If an entry holds a picture, skip the picture but copy everything else exactly.

• **Source material**
____________

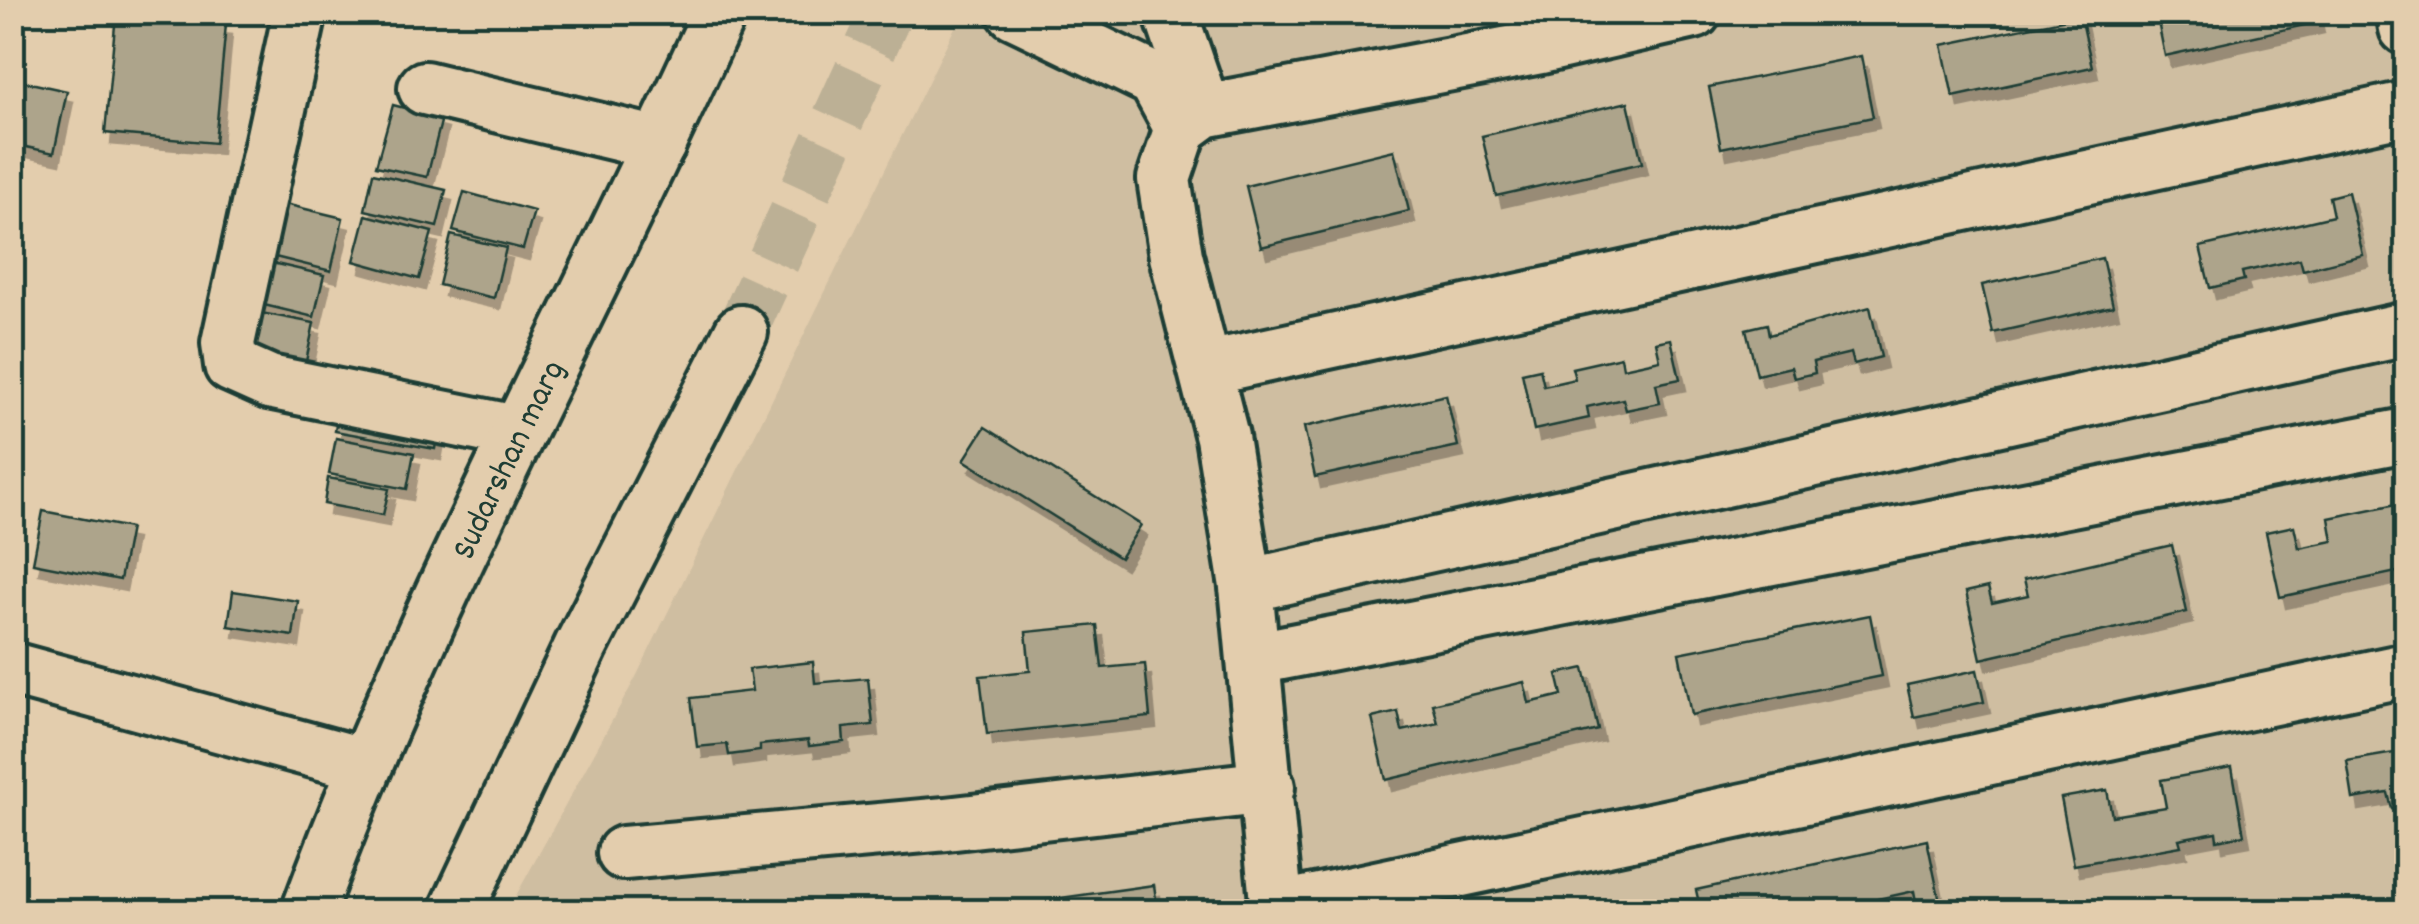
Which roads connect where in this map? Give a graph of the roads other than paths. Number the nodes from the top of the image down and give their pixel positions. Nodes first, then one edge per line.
1 (300, 12) edge
2 (720, 12) edge
3 (1014, 12) edge
4 (1170, 12) edge
5 (1594, 12) edge
6 (1694, 12) edge
7 (2403, 12) edge
8 (2406, 28) edge
9 (1541, 47) junction
10 (425, 88) dead end
11 (2406, 108) edge
12 (1192, 119) junction
13 (658, 144) junction
14 (2406, 329) edge
15 (741, 332) tunnel mouth
16 (1208, 368) junction
17 (516, 432) junction
18 (2406, 435) edge
19 (1246, 586) junction
20 (1256, 658) junction
21 (12, 669) edge
22 (2406, 670) edge
23 (362, 764) junction
24 (1268, 787) junction
25 (624, 852) dead end
26 (1277, 910) edge
27 (308, 912) edge
28 (456, 912) edge

1 - 17 street
2 - 13 street, Sudarshan marg
3 - 12 street
4 - 12 street
5 - 9 street
6 - 9 street
7 - 8 street
9 - 12 street
10 - 13 street
11 - 16 street
12 - 16 street
13 - 17 street, Sudarshan marg
14 - 19 street
15 - 28 street
16 - 19 street
17 - 23 street, Sudarshan marg
18 - 20 street
19 - 20 street
20 - 24 street
21 - 23 street
22 - 26 street
23 - 27 street, Sudarshan marg
24 - 25 street
24 - 26 street

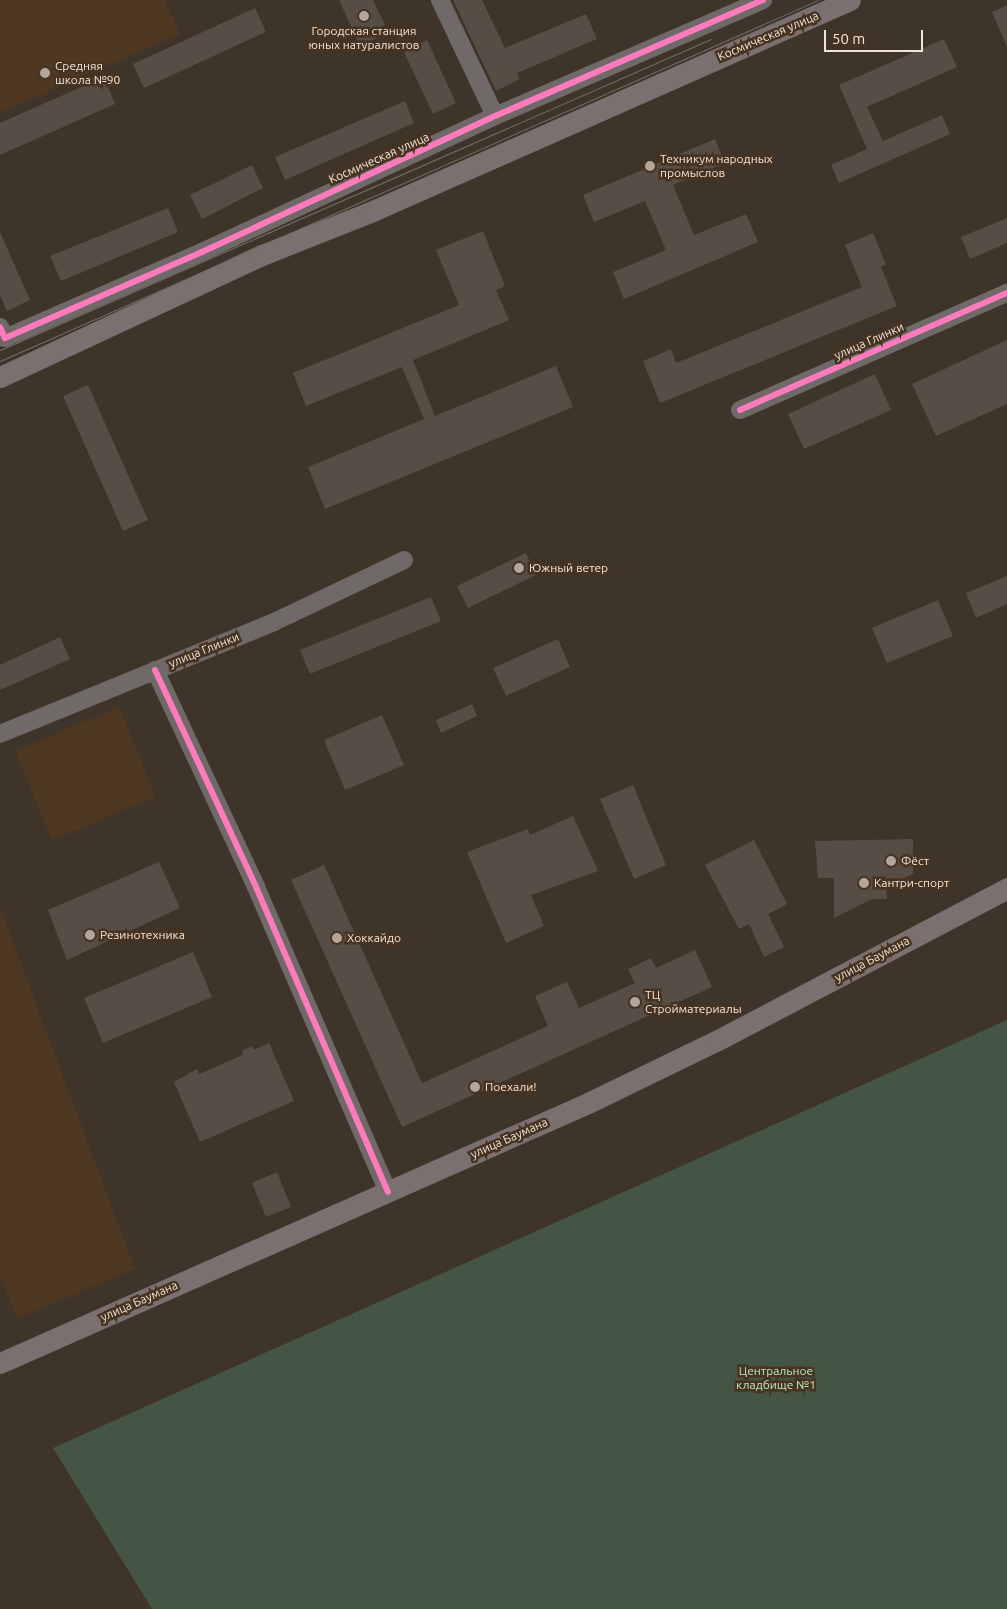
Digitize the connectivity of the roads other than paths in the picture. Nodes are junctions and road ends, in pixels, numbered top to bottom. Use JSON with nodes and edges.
{"nodes":[{"id":1,"x":440,"y":0,"type":"edge"},
{"id":2,"x":763,"y":0,"type":"edge"},
{"id":3,"x":850,"y":0,"type":"edge"},
{"id":4,"x":495,"y":116,"type":"junction"},
{"id":5,"x":1007,"y":293,"type":"edge"},
{"id":6,"x":3,"y":332,"type":"edge"},
{"id":7,"x":0,"y":377,"type":"edge"},
{"id":8,"x":740,"y":410,"type":"dead end"},
{"id":9,"x":404,"y":560,"type":"dead end"},
{"id":10,"x":155,"y":670,"type":"junction"},
{"id":11,"x":0,"y":734,"type":"edge"},
{"id":12,"x":1007,"y":888,"type":"edge"},
{"id":13,"x":388,"y":1192,"type":"junction"},
{"id":14,"x":0,"y":1363,"type":"edge"}],
"edges":[{"from":1,"to":4,"type":"street"},
{"from":2,"to":4,"type":"street","name":"Космическая улица"},
{"from":3,"to":7,"type":"main road","name":"Космическая улица"},
{"from":4,"to":6,"type":"street","name":"Космическая улица"},
{"from":5,"to":8,"type":"street","name":"улица Глинки"},
{"from":9,"to":10,"type":"street","name":"улица Глинки"},
{"from":10,"to":11,"type":"street","name":"улица Глинки"},
{"from":10,"to":13,"type":"street"},
{"from":12,"to":13,"type":"main road","name":"улица Баумана"},
{"from":13,"to":14,"type":"main road","name":"улица Баумана"}]}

____________

• **Written answer**
Which roads connect where in this map? Give a graph of the roads other than paths. Number the nodes from the top of the image down and give their pixel positions. Nodes first, then one edge per line.
1 (300, 12) edge
2 (720, 12) edge
3 (1014, 12) edge
4 (1170, 12) edge
5 (1594, 12) edge
6 (1694, 12) edge
7 (2403, 12) edge
8 (2406, 28) edge
9 (1541, 47) junction
10 (425, 88) dead end
11 (2406, 108) edge
12 (1192, 119) junction
13 (658, 144) junction
14 (2406, 329) edge
15 (741, 332) tunnel mouth
16 (1208, 368) junction
17 (516, 432) junction
18 (2406, 435) edge
19 (1246, 586) junction
20 (1256, 658) junction
21 (12, 669) edge
22 (2406, 670) edge
23 (362, 764) junction
24 (1268, 787) junction
25 (624, 852) dead end
26 (1277, 910) edge
27 (308, 912) edge
28 (456, 912) edge

1 - 17 street
2 - 13 street, Sudarshan marg
3 - 12 street
4 - 12 street
5 - 9 street
6 - 9 street
7 - 8 street
9 - 12 street
10 - 13 street
11 - 16 street
12 - 16 street
13 - 17 street, Sudarshan marg
14 - 19 street
15 - 28 street
16 - 19 street
17 - 23 street, Sudarshan marg
18 - 20 street
19 - 20 street
20 - 24 street
21 - 23 street
22 - 26 street
23 - 27 street, Sudarshan marg
24 - 25 street
24 - 26 street

Digitize the connectivity of the roads other than paths in the picture. Nodes are junctions and road ends, in pixels, numbered top to bottom. Use JSON with nodes and edges.
{"nodes":[{"id":1,"x":440,"y":0,"type":"edge"},
{"id":2,"x":763,"y":0,"type":"edge"},
{"id":3,"x":850,"y":0,"type":"edge"},
{"id":4,"x":495,"y":116,"type":"junction"},
{"id":5,"x":1007,"y":293,"type":"edge"},
{"id":6,"x":3,"y":332,"type":"edge"},
{"id":7,"x":0,"y":377,"type":"edge"},
{"id":8,"x":740,"y":410,"type":"dead end"},
{"id":9,"x":404,"y":560,"type":"dead end"},
{"id":10,"x":155,"y":670,"type":"junction"},
{"id":11,"x":0,"y":734,"type":"edge"},
{"id":12,"x":1007,"y":888,"type":"edge"},
{"id":13,"x":388,"y":1192,"type":"junction"},
{"id":14,"x":0,"y":1363,"type":"edge"}],
"edges":[{"from":1,"to":4,"type":"street"},
{"from":2,"to":4,"type":"street","name":"Космическая улица"},
{"from":3,"to":7,"type":"main road","name":"Космическая улица"},
{"from":4,"to":6,"type":"street","name":"Космическая улица"},
{"from":5,"to":8,"type":"street","name":"улица Глинки"},
{"from":9,"to":10,"type":"street","name":"улица Глинки"},
{"from":10,"to":11,"type":"street","name":"улица Глинки"},
{"from":10,"to":13,"type":"street"},
{"from":12,"to":13,"type":"main road","name":"улица Баумана"},
{"from":13,"to":14,"type":"main road","name":"улица Баумана"}]}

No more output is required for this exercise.